[Saved entries]

※ ※ ※

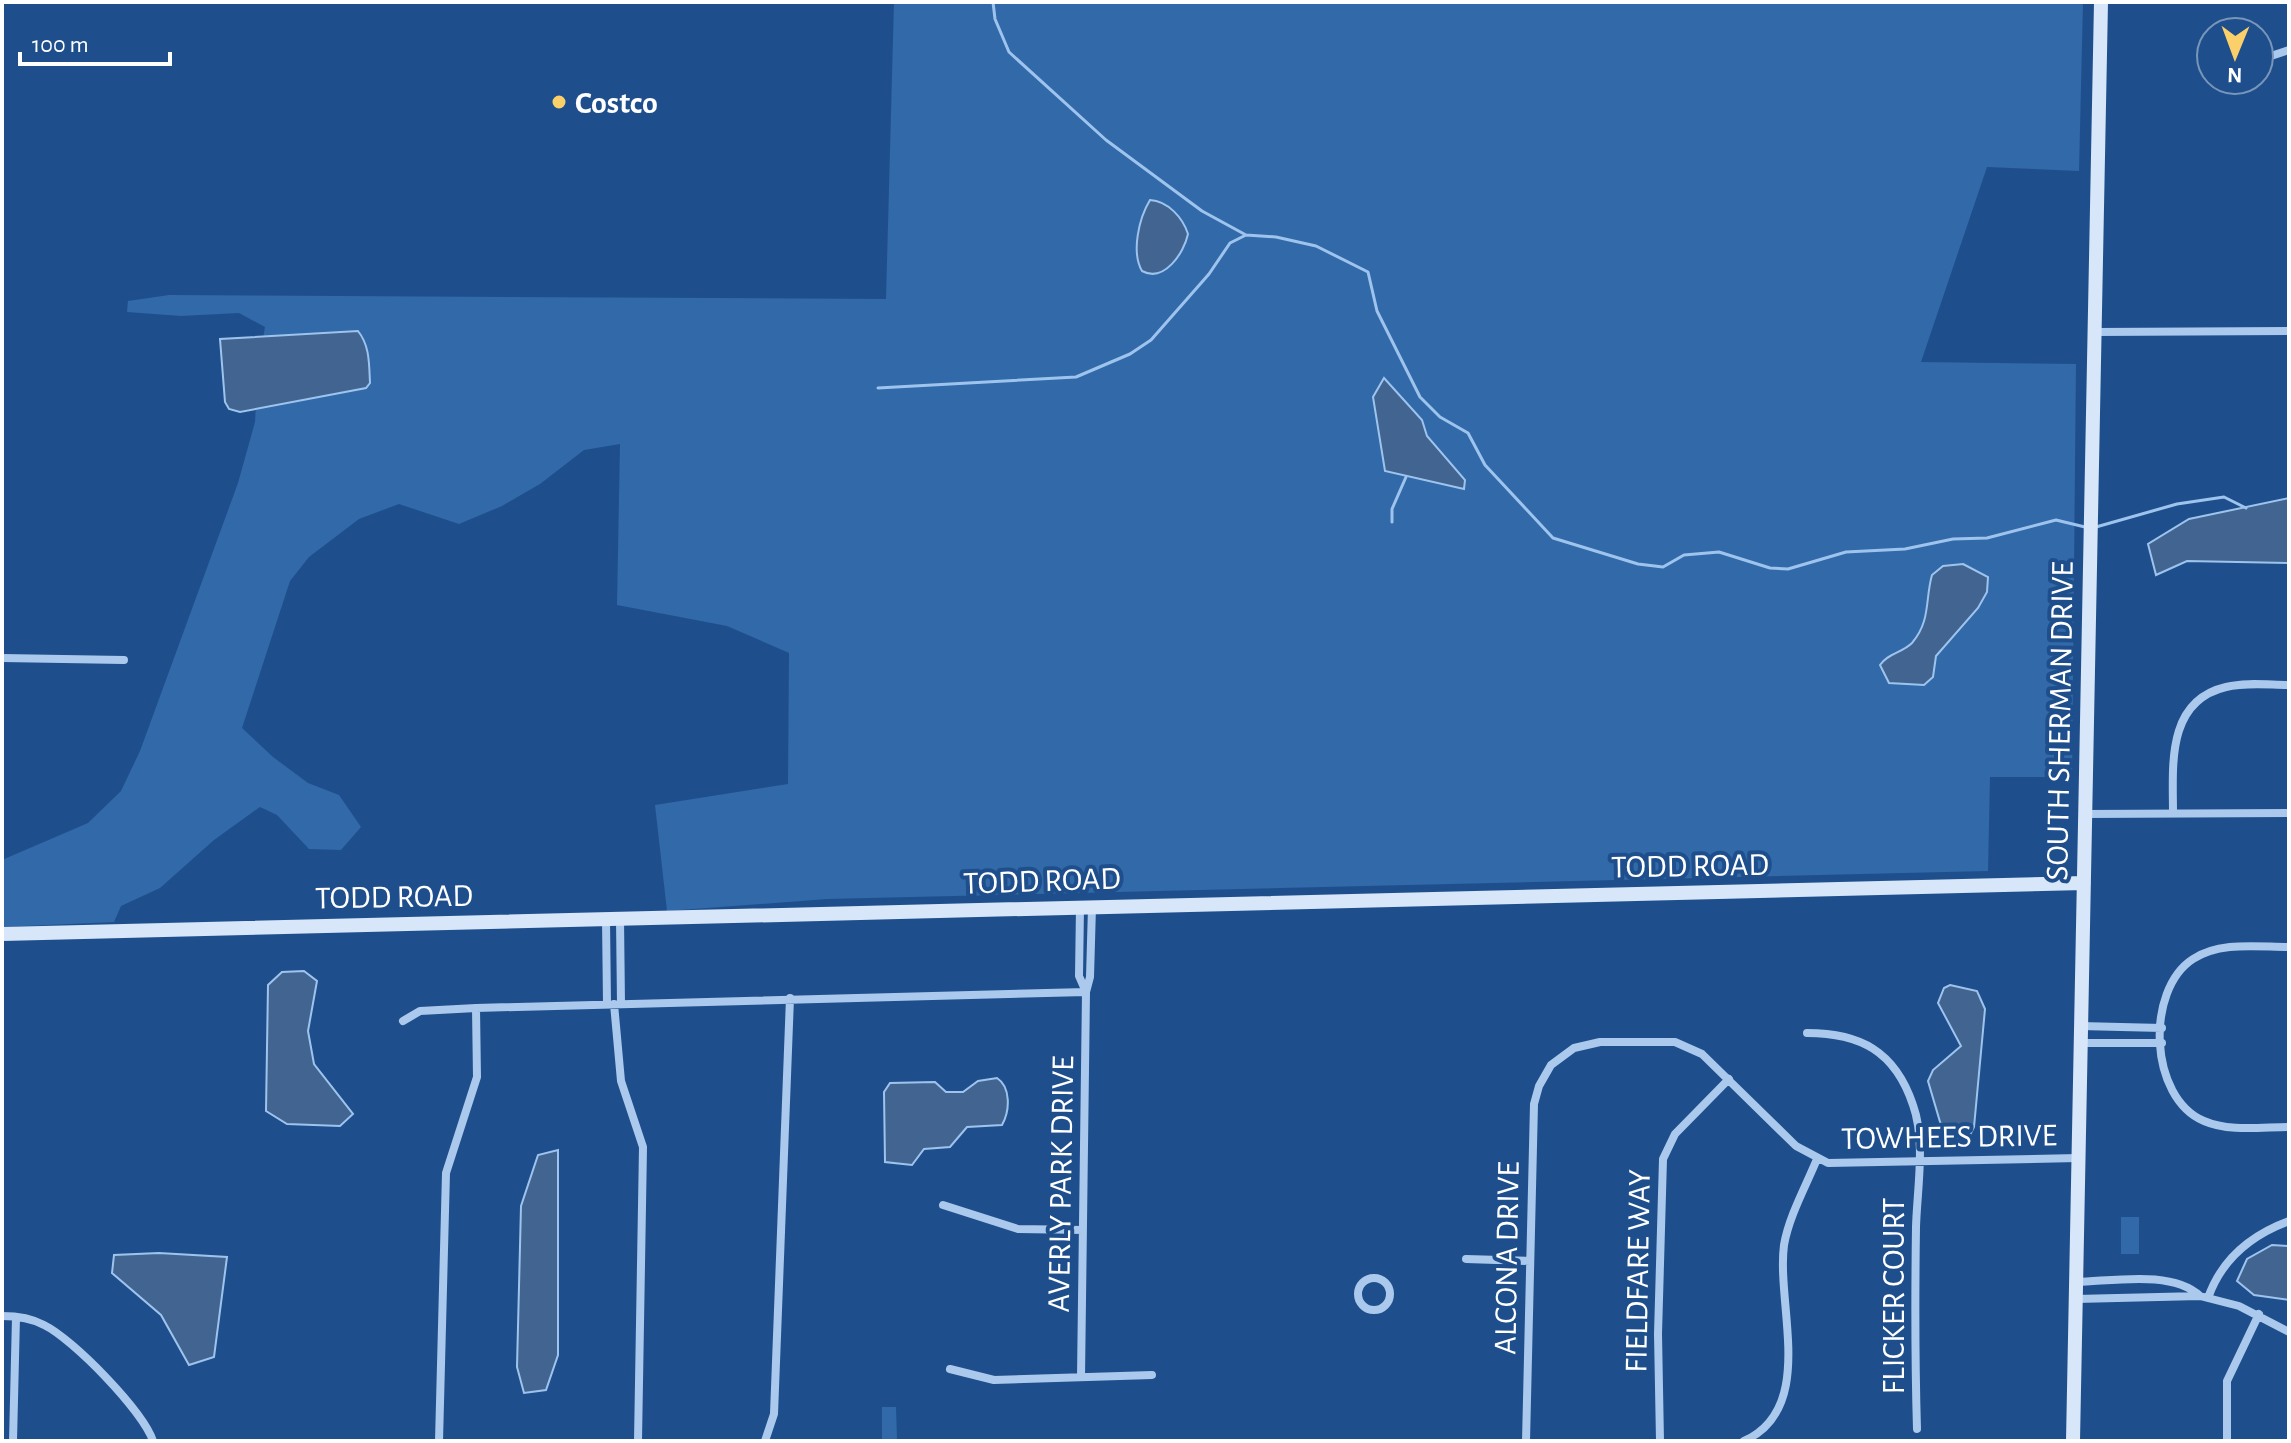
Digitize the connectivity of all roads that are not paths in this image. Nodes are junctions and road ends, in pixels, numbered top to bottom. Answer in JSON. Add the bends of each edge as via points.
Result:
{"nodes":[{"id":1,"x":2101,"y":2,"type":"edge"},
{"id":2,"x":2289,"y":331,"type":"edge"},
{"id":3,"x":2095,"y":332,"type":"junction"},
{"id":4,"x":2,"y":658,"type":"edge"},
{"id":5,"x":124,"y":660,"type":"dead end"},
{"id":6,"x":2289,"y":685,"type":"edge"},
{"id":7,"x":2173,"y":813,"type":"junction"},
{"id":8,"x":2289,"y":813,"type":"edge"},
{"id":9,"x":2085,"y":814,"type":"junction"},
{"id":10,"x":2084,"y":883,"type":"junction"},
{"id":11,"x":1086,"y":907,"type":"junction"},
{"id":12,"x":613,"y":919,"type":"junction"},
{"id":13,"x":2,"y":934,"type":"edge"},
{"id":14,"x":2289,"y":947,"type":"edge"},
{"id":15,"x":1086,"y":992,"type":"junction"},
{"id":16,"x":790,"y":998,"type":"junction"},
{"id":17,"x":614,"y":1004,"type":"junction"},
{"id":18,"x":476,"y":1008,"type":"junction"},
{"id":19,"x":403,"y":1021,"type":"dead end"},
{"id":20,"x":2080,"y":1026,"type":"junction"},
{"id":21,"x":2162,"y":1028,"type":"junction"},
{"id":22,"x":1807,"y":1033,"type":"dead end"},
{"id":23,"x":2080,"y":1043,"type":"junction"},
{"id":24,"x":2162,"y":1043,"type":"junction"},
{"id":25,"x":1542,"y":1078,"type":"joint"},
{"id":26,"x":1729,"y":1079,"type":"junction"},
{"id":27,"x":2289,"y":1127,"type":"edge"},
{"id":28,"x":2078,"y":1158,"type":"junction"},
{"id":29,"x":1817,"y":1159,"type":"junction"},
{"id":30,"x":1918,"y":1162,"type":"junction"},
{"id":31,"x":943,"y":1205,"type":"dead end"},
{"id":32,"x":2289,"y":1221,"type":"edge"},
{"id":33,"x":1083,"y":1230,"type":"junction"},
{"id":34,"x":1466,"y":1259,"type":"dead end"},
{"id":35,"x":1530,"y":1261,"type":"junction"},
{"id":36,"x":2077,"y":1282,"type":"junction"},
{"id":37,"x":2204,"y":1297,"type":"junction"},
{"id":38,"x":2076,"y":1299,"type":"junction"},
{"id":39,"x":2259,"y":1314,"type":"junction"},
{"id":40,"x":2,"y":1316,"type":"edge"},
{"id":41,"x":16,"y":1317,"type":"junction"},
{"id":42,"x":2289,"y":1332,"type":"edge"},
{"id":43,"x":950,"y":1369,"type":"dead end"},
{"id":44,"x":1152,"y":1375,"type":"dead end"},
{"id":45,"x":1081,"y":1377,"type":"junction"},
{"id":46,"x":1917,"y":1429,"type":"dead end"},
{"id":47,"x":13,"y":1441,"type":"edge"},
{"id":48,"x":153,"y":1441,"type":"edge"},
{"id":49,"x":439,"y":1441,"type":"edge"},
{"id":50,"x":638,"y":1441,"type":"edge"},
{"id":51,"x":765,"y":1441,"type":"edge"},
{"id":52,"x":1526,"y":1441,"type":"edge"},
{"id":53,"x":1660,"y":1441,"type":"edge"},
{"id":54,"x":1744,"y":1441,"type":"edge"},
{"id":55,"x":2073,"y":1441,"type":"edge"},
{"id":56,"x":2227,"y":1441,"type":"edge"}],
"edges":[{"from":1,"to":3,"type":"street","name":"SOUTH SHERMAN DRIVE"},
{"from":2,"to":3,"type":"street"},
{"from":3,"to":9,"type":"street","name":"SOUTH SHERMAN DRIVE"},
{"from":4,"to":5,"type":"street"},
{"from":6,"to":7,"type":"street","via":[[2228,686],[2195,704],[2174,741]]},
{"from":7,"to":8,"type":"street"},
{"from":7,"to":9,"type":"street"},
{"from":9,"to":10,"type":"street","name":"SOUTH SHERMAN DRIVE"},
{"from":10,"to":11,"type":"street","name":"TODD ROAD"},
{"from":10,"to":20,"type":"street","name":"SOUTH SHERMAN DRIVE"},
{"from":11,"to":12,"type":"street","name":"TODD ROAD"},
{"from":11,"to":15,"type":"street","name":"AVERLY PARK DRIVE","via":[[1079,976]]},
{"from":12,"to":13,"type":"street","name":"TODD ROAD"},
{"from":12,"to":17,"type":"street"},
{"from":12,"to":17,"type":"street"},
{"from":14,"to":21,"type":"street","via":[[2227,948],[2192,959],[2167,991]]},
{"from":15,"to":16,"type":"street"},
{"from":15,"to":33,"type":"street","name":"AVERLY PARK DRIVE"},
{"from":16,"to":17,"type":"street"},
{"from":16,"to":51,"type":"street","via":[[774,1414]]},
{"from":17,"to":18,"type":"street"},
{"from":17,"to":50,"type":"street","via":[[621,1081],[643,1147]]},
{"from":18,"to":19,"type":"street","via":[[420,1011]]},
{"from":18,"to":49,"type":"street","via":[[477,1077],[446,1173]]},
{"from":20,"to":21,"type":"street"},
{"from":20,"to":23,"type":"street","name":"SOUTH SHERMAN DRIVE"},
{"from":21,"to":24,"type":"street"},
{"from":22,"to":30,"type":"street","name":"FLICKER COURT","via":[[1851,1036],[1883,1057],[1914,1106]]},
{"from":23,"to":24,"type":"street"},
{"from":23,"to":28,"type":"street","name":"SOUTH SHERMAN DRIVE"},
{"from":24,"to":27,"type":"street","via":[[2169,1088],[2200,1120],[2220,1126]]},
{"from":25,"to":26,"type":"street","name":"TOWHEES DRIVE","via":[[1557,1059],[1580,1046],[1661,1041],[1697,1051]]},
{"from":25,"to":35,"type":"street","name":"ALCONA DRIVE","via":[[1534,1107]]},
{"from":26,"to":29,"type":"street","name":"TOWHEES DRIVE","via":[[1796,1146]]},
{"from":26,"to":53,"type":"street","name":"FIELDFARE WAY","via":[[1675,1134],[1662,1165]]},
{"from":28,"to":30,"type":"street","name":"TOWHEES DRIVE"},
{"from":28,"to":36,"type":"street","name":"SOUTH SHERMAN DRIVE"},
{"from":29,"to":30,"type":"street","name":"TOWHEES DRIVE","via":[[1844,1164]]},
{"from":29,"to":54,"type":"street","via":[[1784,1246],[1785,1393],[1774,1418]]},
{"from":30,"to":46,"type":"street","name":"FLICKER COURT"},
{"from":31,"to":33,"type":"street","via":[[1018,1229]]},
{"from":32,"to":37,"type":"street","via":[[2258,1234],[2237,1251]]},
{"from":33,"to":45,"type":"street","name":"AVERLY PARK DRIVE"},
{"from":34,"to":35,"type":"street"},
{"from":35,"to":52,"type":"street","name":"ALCONA DRIVE"},
{"from":36,"to":37,"type":"street","via":[[2167,1282],[2188,1285]]},
{"from":36,"to":38,"type":"street","name":"SOUTH SHERMAN DRIVE"},
{"from":37,"to":38,"type":"street"},
{"from":37,"to":39,"type":"street"},
{"from":38,"to":55,"type":"street","name":"SOUTH SHERMAN DRIVE"},
{"from":39,"to":42,"type":"street"},
{"from":39,"to":56,"type":"street","via":[[2227,1381]]},
{"from":40,"to":41,"type":"street"},
{"from":41,"to":47,"type":"street"},
{"from":41,"to":48,"type":"street","via":[[43,1324],[71,1344],[138,1412]]},
{"from":43,"to":45,"type":"street","via":[[994,1380]]},
{"from":44,"to":45,"type":"street"}]}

※ ※ ※

## [EXERCISE DESCRIPTION]
Every line of the data is to be transcribed exactly, and no picture is to be included.

## [THE ANSWER]
Digitize the connectivity of all roads that are not paths in this image. Nodes are junctions and road ends, in pixels, numbered top to bottom. Answer in JSON. Add the bends of each edge as via points.
Result:
{"nodes":[{"id":1,"x":2101,"y":2,"type":"edge"},
{"id":2,"x":2289,"y":331,"type":"edge"},
{"id":3,"x":2095,"y":332,"type":"junction"},
{"id":4,"x":2,"y":658,"type":"edge"},
{"id":5,"x":124,"y":660,"type":"dead end"},
{"id":6,"x":2289,"y":685,"type":"edge"},
{"id":7,"x":2173,"y":813,"type":"junction"},
{"id":8,"x":2289,"y":813,"type":"edge"},
{"id":9,"x":2085,"y":814,"type":"junction"},
{"id":10,"x":2084,"y":883,"type":"junction"},
{"id":11,"x":1086,"y":907,"type":"junction"},
{"id":12,"x":613,"y":919,"type":"junction"},
{"id":13,"x":2,"y":934,"type":"edge"},
{"id":14,"x":2289,"y":947,"type":"edge"},
{"id":15,"x":1086,"y":992,"type":"junction"},
{"id":16,"x":790,"y":998,"type":"junction"},
{"id":17,"x":614,"y":1004,"type":"junction"},
{"id":18,"x":476,"y":1008,"type":"junction"},
{"id":19,"x":403,"y":1021,"type":"dead end"},
{"id":20,"x":2080,"y":1026,"type":"junction"},
{"id":21,"x":2162,"y":1028,"type":"junction"},
{"id":22,"x":1807,"y":1033,"type":"dead end"},
{"id":23,"x":2080,"y":1043,"type":"junction"},
{"id":24,"x":2162,"y":1043,"type":"junction"},
{"id":25,"x":1542,"y":1078,"type":"joint"},
{"id":26,"x":1729,"y":1079,"type":"junction"},
{"id":27,"x":2289,"y":1127,"type":"edge"},
{"id":28,"x":2078,"y":1158,"type":"junction"},
{"id":29,"x":1817,"y":1159,"type":"junction"},
{"id":30,"x":1918,"y":1162,"type":"junction"},
{"id":31,"x":943,"y":1205,"type":"dead end"},
{"id":32,"x":2289,"y":1221,"type":"edge"},
{"id":33,"x":1083,"y":1230,"type":"junction"},
{"id":34,"x":1466,"y":1259,"type":"dead end"},
{"id":35,"x":1530,"y":1261,"type":"junction"},
{"id":36,"x":2077,"y":1282,"type":"junction"},
{"id":37,"x":2204,"y":1297,"type":"junction"},
{"id":38,"x":2076,"y":1299,"type":"junction"},
{"id":39,"x":2259,"y":1314,"type":"junction"},
{"id":40,"x":2,"y":1316,"type":"edge"},
{"id":41,"x":16,"y":1317,"type":"junction"},
{"id":42,"x":2289,"y":1332,"type":"edge"},
{"id":43,"x":950,"y":1369,"type":"dead end"},
{"id":44,"x":1152,"y":1375,"type":"dead end"},
{"id":45,"x":1081,"y":1377,"type":"junction"},
{"id":46,"x":1917,"y":1429,"type":"dead end"},
{"id":47,"x":13,"y":1441,"type":"edge"},
{"id":48,"x":153,"y":1441,"type":"edge"},
{"id":49,"x":439,"y":1441,"type":"edge"},
{"id":50,"x":638,"y":1441,"type":"edge"},
{"id":51,"x":765,"y":1441,"type":"edge"},
{"id":52,"x":1526,"y":1441,"type":"edge"},
{"id":53,"x":1660,"y":1441,"type":"edge"},
{"id":54,"x":1744,"y":1441,"type":"edge"},
{"id":55,"x":2073,"y":1441,"type":"edge"},
{"id":56,"x":2227,"y":1441,"type":"edge"}],
"edges":[{"from":1,"to":3,"type":"street","name":"SOUTH SHERMAN DRIVE"},
{"from":2,"to":3,"type":"street"},
{"from":3,"to":9,"type":"street","name":"SOUTH SHERMAN DRIVE"},
{"from":4,"to":5,"type":"street"},
{"from":6,"to":7,"type":"street","via":[[2228,686],[2195,704],[2174,741]]},
{"from":7,"to":8,"type":"street"},
{"from":7,"to":9,"type":"street"},
{"from":9,"to":10,"type":"street","name":"SOUTH SHERMAN DRIVE"},
{"from":10,"to":11,"type":"street","name":"TODD ROAD"},
{"from":10,"to":20,"type":"street","name":"SOUTH SHERMAN DRIVE"},
{"from":11,"to":12,"type":"street","name":"TODD ROAD"},
{"from":11,"to":15,"type":"street","name":"AVERLY PARK DRIVE","via":[[1079,976]]},
{"from":12,"to":13,"type":"street","name":"TODD ROAD"},
{"from":12,"to":17,"type":"street"},
{"from":12,"to":17,"type":"street"},
{"from":14,"to":21,"type":"street","via":[[2227,948],[2192,959],[2167,991]]},
{"from":15,"to":16,"type":"street"},
{"from":15,"to":33,"type":"street","name":"AVERLY PARK DRIVE"},
{"from":16,"to":17,"type":"street"},
{"from":16,"to":51,"type":"street","via":[[774,1414]]},
{"from":17,"to":18,"type":"street"},
{"from":17,"to":50,"type":"street","via":[[621,1081],[643,1147]]},
{"from":18,"to":19,"type":"street","via":[[420,1011]]},
{"from":18,"to":49,"type":"street","via":[[477,1077],[446,1173]]},
{"from":20,"to":21,"type":"street"},
{"from":20,"to":23,"type":"street","name":"SOUTH SHERMAN DRIVE"},
{"from":21,"to":24,"type":"street"},
{"from":22,"to":30,"type":"street","name":"FLICKER COURT","via":[[1851,1036],[1883,1057],[1914,1106]]},
{"from":23,"to":24,"type":"street"},
{"from":23,"to":28,"type":"street","name":"SOUTH SHERMAN DRIVE"},
{"from":24,"to":27,"type":"street","via":[[2169,1088],[2200,1120],[2220,1126]]},
{"from":25,"to":26,"type":"street","name":"TOWHEES DRIVE","via":[[1557,1059],[1580,1046],[1661,1041],[1697,1051]]},
{"from":25,"to":35,"type":"street","name":"ALCONA DRIVE","via":[[1534,1107]]},
{"from":26,"to":29,"type":"street","name":"TOWHEES DRIVE","via":[[1796,1146]]},
{"from":26,"to":53,"type":"street","name":"FIELDFARE WAY","via":[[1675,1134],[1662,1165]]},
{"from":28,"to":30,"type":"street","name":"TOWHEES DRIVE"},
{"from":28,"to":36,"type":"street","name":"SOUTH SHERMAN DRIVE"},
{"from":29,"to":30,"type":"street","name":"TOWHEES DRIVE","via":[[1844,1164]]},
{"from":29,"to":54,"type":"street","via":[[1784,1246],[1785,1393],[1774,1418]]},
{"from":30,"to":46,"type":"street","name":"FLICKER COURT"},
{"from":31,"to":33,"type":"street","via":[[1018,1229]]},
{"from":32,"to":37,"type":"street","via":[[2258,1234],[2237,1251]]},
{"from":33,"to":45,"type":"street","name":"AVERLY PARK DRIVE"},
{"from":34,"to":35,"type":"street"},
{"from":35,"to":52,"type":"street","name":"ALCONA DRIVE"},
{"from":36,"to":37,"type":"street","via":[[2167,1282],[2188,1285]]},
{"from":36,"to":38,"type":"street","name":"SOUTH SHERMAN DRIVE"},
{"from":37,"to":38,"type":"street"},
{"from":37,"to":39,"type":"street"},
{"from":38,"to":55,"type":"street","name":"SOUTH SHERMAN DRIVE"},
{"from":39,"to":42,"type":"street"},
{"from":39,"to":56,"type":"street","via":[[2227,1381]]},
{"from":40,"to":41,"type":"street"},
{"from":41,"to":47,"type":"street"},
{"from":41,"to":48,"type":"street","via":[[43,1324],[71,1344],[138,1412]]},
{"from":43,"to":45,"type":"street","via":[[994,1380]]},
{"from":44,"to":45,"type":"street"}]}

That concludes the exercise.